Há, no entanto, documentos que comprovariam a transferência, assinados por dois membros da família: os irmãos Natalino e Silmar. Os Bertin alegam, no entanto, que as assinaturas nos documentos foram falsificadas. Um laudo encomendado por eles ao Instituto Del Picchia, de São Paulo, concluiu serem grandes as possibilidades de que as assinaturas foram forjadas. Parte do trabalho é investigar “coincidências” que fariam a conexão entre a operação de transferência das cotas e pessoas ligadas ao JBS.

A primeira divergência do caso está no fato de o procurador da Blessed no Brasil ser Gilberto Biojone, um executivo com longa carreira no mercado financeiro. Ele passou pelos bancos Comind, Econômico Excell e foi conselheiro da Bovespa. Hoje, Biojone é associado da Selo Consultoria, fundada por um ex-diretor do JBS e que tem como associados dois outros ex-executivos do grupo frigorífico.

Biojone diz não entender o comportamento dos Bertin: " o Natalino assinou os documentos na minha frente, eu assinei na frente dele, e quase três anos depois vem dizer que a assinatura dele foi falsificada?”", diz. Ele diz ainda que não sabe exatamente quais são os sócios do Blessed. "“São investidores estrangeiros."”

Outro detalhe que incomoda os advogados da família Bertin é que Alexandre Seguim, diretor jurídico do JBS desde maio de 2011, aparece assinando como testemunha de uma das operações de transferência de cotas. Por meio de sua assessoria de imprensa, Seguim afirmou que assinou como testemunha porque na época, em 2010, trabalhava no escritório de advocacia envolvido na operação de transferência das cotas, o Barbosa, Müssnich & Aragão.

Sumiço - Quando se juntaram, em 2009, as negociações sempre foram conduzidas por Natalino do lado dos Bertin. Joesley Batista encabeçava os negócios pela família Batista (JBS). As transferências das cotas do fundo dos Bertin ocorrem em dois momentos, no ano de 2010. “O advogado do escritório Sérgio Bermudes, Antonio Carlos Velloso Filho, que representa os Bertin, disse que está fazendo um trabalho de pesquisa para resgatar o que aconteceu”. Ele diz ainda que a negociação foi muito rápida e a família assinou muita coisa a toque de caixa”. Assim, os Bertin alegam que o sumiço das cotas só foi percebido no começo do ano, durante o processo de profissionalização do grupo, quando Natalino se afastou.

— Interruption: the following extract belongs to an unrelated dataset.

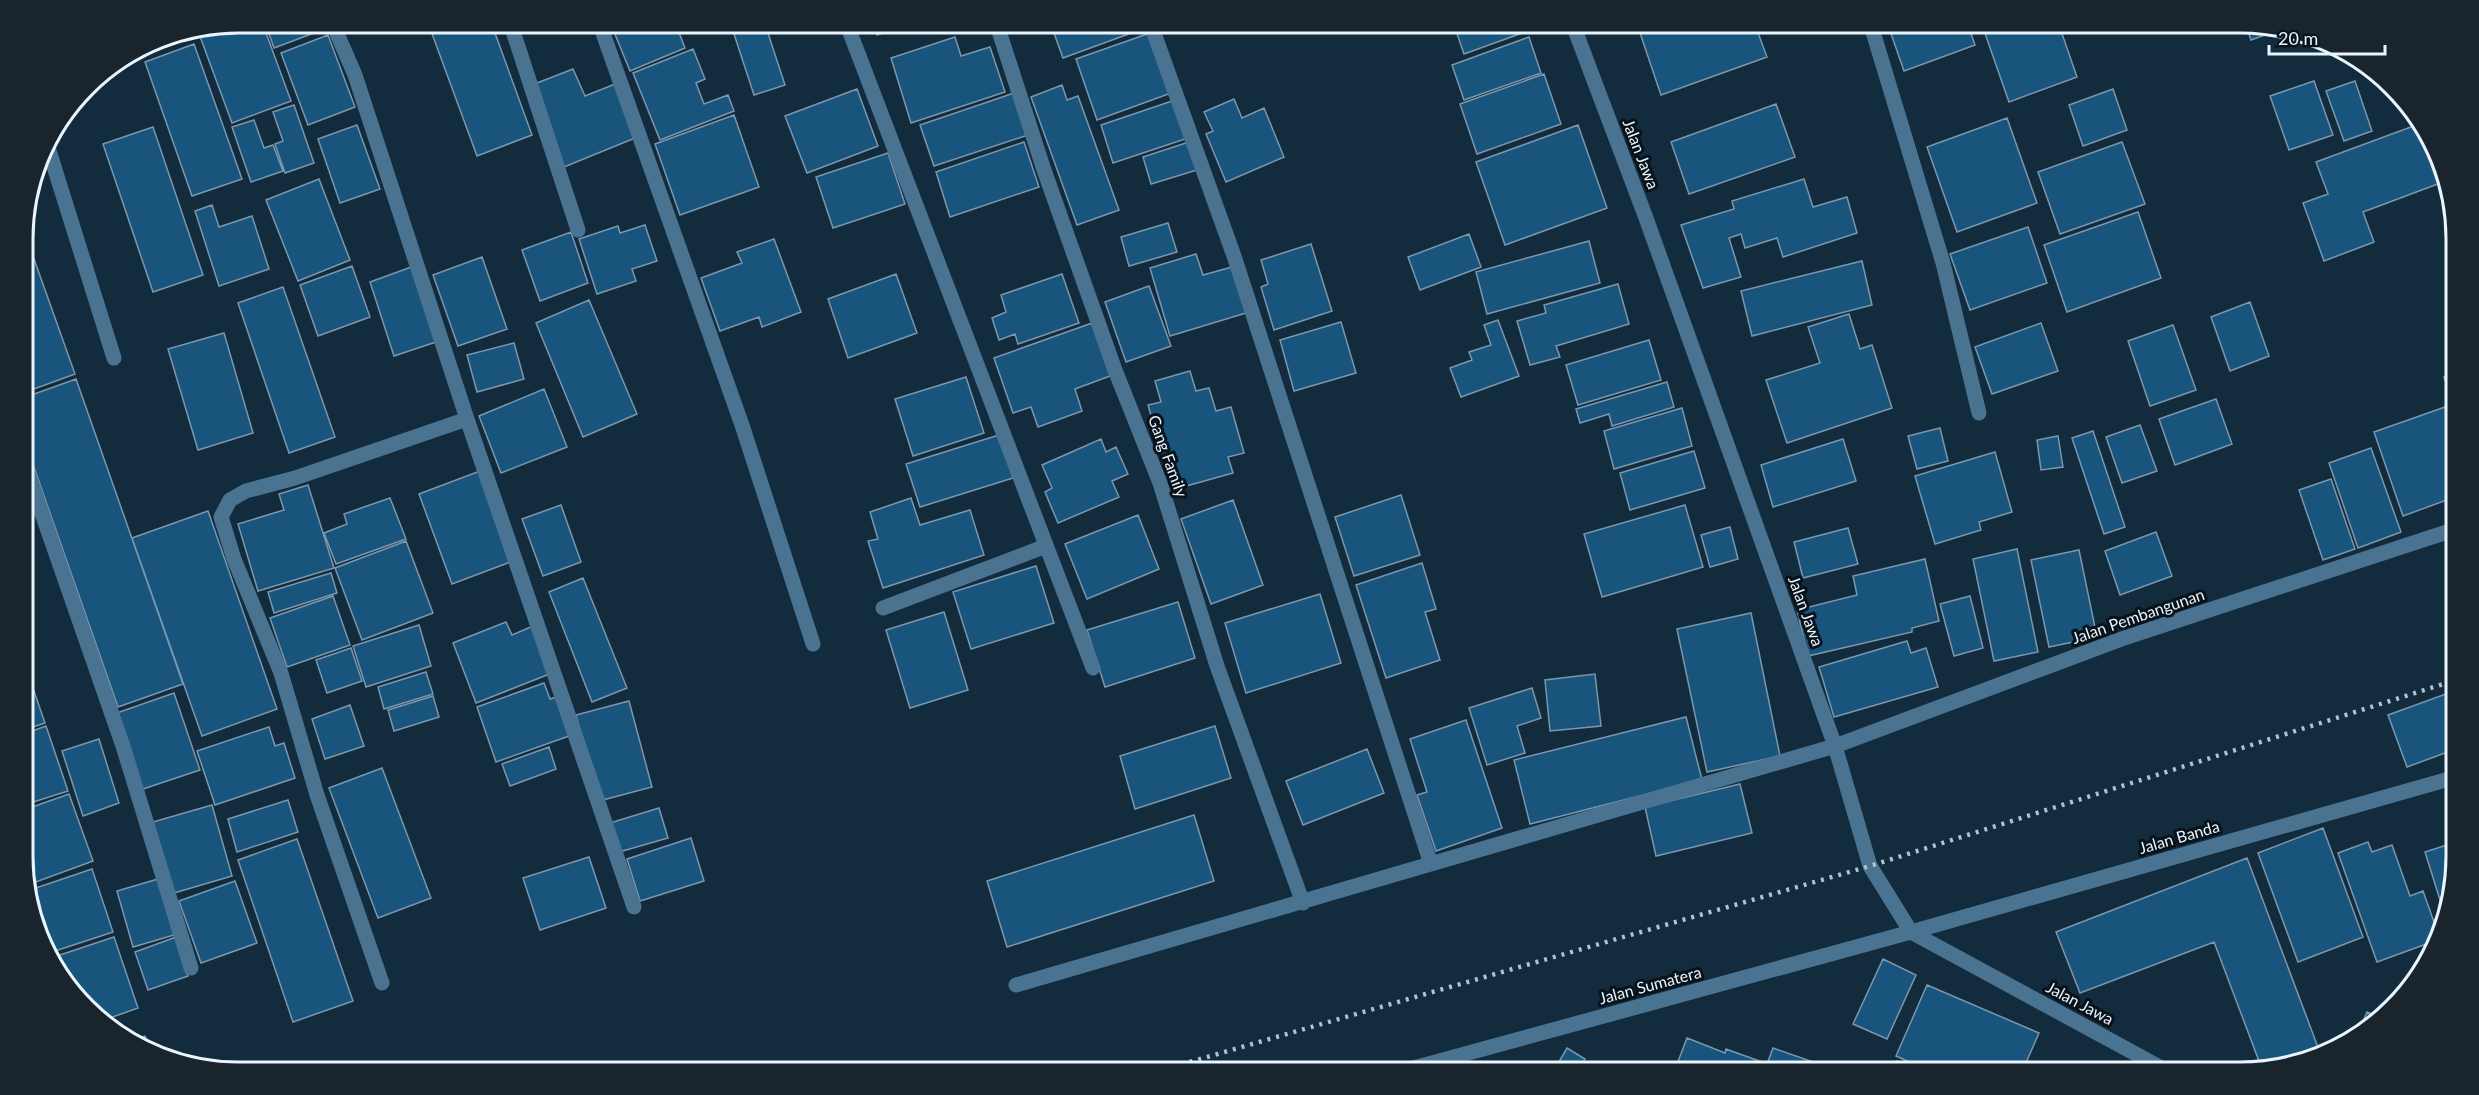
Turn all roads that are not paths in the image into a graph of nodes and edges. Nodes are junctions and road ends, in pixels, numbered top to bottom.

Os novos executivos estavam se preparando para atualizar o valor das cotas quando receberam uma informação do Banco do Brasil de que havia algum problema com o pacote. As cotas foram dadas como garantia para um empréstimo de 100 milhões de reais ao grupo Bertin. Naquele momento, segundo a instituição, restavam quase 35% das cotas, já que a maioria tinha sido transferida para a Blessed. O gestor do fundo também tinha mudado. Passara a ser a corretora Socopa e não mais a do Citibank, responsável pela gestão desde a criação. “Foi só nesse momento que nos demos conta do problema. Nunca recebemos um extrato, ou informação do Citi”, afirma Wendel da Silva Caleffi, diretor financeiro do grupo Bertin. Procurado, o Citibank preferiu não comentar.

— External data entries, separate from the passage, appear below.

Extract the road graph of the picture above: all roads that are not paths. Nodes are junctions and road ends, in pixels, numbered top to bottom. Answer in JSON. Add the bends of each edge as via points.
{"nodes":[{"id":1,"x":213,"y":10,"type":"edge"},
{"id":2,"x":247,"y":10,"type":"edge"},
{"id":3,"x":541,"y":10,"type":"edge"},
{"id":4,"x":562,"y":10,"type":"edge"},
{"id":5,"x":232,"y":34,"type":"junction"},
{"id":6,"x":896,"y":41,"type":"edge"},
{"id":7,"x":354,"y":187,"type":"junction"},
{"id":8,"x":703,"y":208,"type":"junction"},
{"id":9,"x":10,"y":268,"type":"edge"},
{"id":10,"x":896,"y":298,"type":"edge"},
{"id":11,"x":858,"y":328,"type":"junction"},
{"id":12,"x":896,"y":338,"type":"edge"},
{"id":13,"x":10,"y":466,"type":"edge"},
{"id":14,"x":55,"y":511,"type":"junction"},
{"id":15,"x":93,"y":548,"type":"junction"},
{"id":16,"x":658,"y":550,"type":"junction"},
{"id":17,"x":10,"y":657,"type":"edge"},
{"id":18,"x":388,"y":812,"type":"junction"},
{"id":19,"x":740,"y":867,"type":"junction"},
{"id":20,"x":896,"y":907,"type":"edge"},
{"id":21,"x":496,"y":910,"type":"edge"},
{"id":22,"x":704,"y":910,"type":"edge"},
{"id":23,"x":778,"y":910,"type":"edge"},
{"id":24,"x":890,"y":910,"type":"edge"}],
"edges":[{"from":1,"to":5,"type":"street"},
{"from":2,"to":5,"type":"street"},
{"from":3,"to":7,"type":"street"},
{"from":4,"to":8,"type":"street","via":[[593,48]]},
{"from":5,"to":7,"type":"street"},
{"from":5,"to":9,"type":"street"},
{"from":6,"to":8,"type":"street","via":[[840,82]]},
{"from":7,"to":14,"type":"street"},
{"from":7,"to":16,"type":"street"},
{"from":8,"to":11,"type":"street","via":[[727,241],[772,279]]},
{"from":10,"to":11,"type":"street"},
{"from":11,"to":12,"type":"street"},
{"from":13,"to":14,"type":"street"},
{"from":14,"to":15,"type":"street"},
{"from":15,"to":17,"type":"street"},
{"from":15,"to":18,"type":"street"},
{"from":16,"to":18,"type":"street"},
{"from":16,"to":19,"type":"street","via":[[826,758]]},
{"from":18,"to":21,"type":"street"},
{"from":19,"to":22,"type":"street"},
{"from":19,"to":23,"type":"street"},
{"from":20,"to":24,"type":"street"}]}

Briga na Justiça - Os advogados da família Bertin conseguiram na Justiça uma liminar que proíbe a Blessed de transferir as cotas ou receber dividendos que venham a ser distribuídos. O escritório se prepara para entrar com uma ação com o objetivo de reaver as cotas e obter uma indenização. Procurada, a J&F, holding que controla o JBS, preferiu não se manifestar por entender que o problema é exclusivo da família Bertin e não envolve a empresa, segundo a assessoria.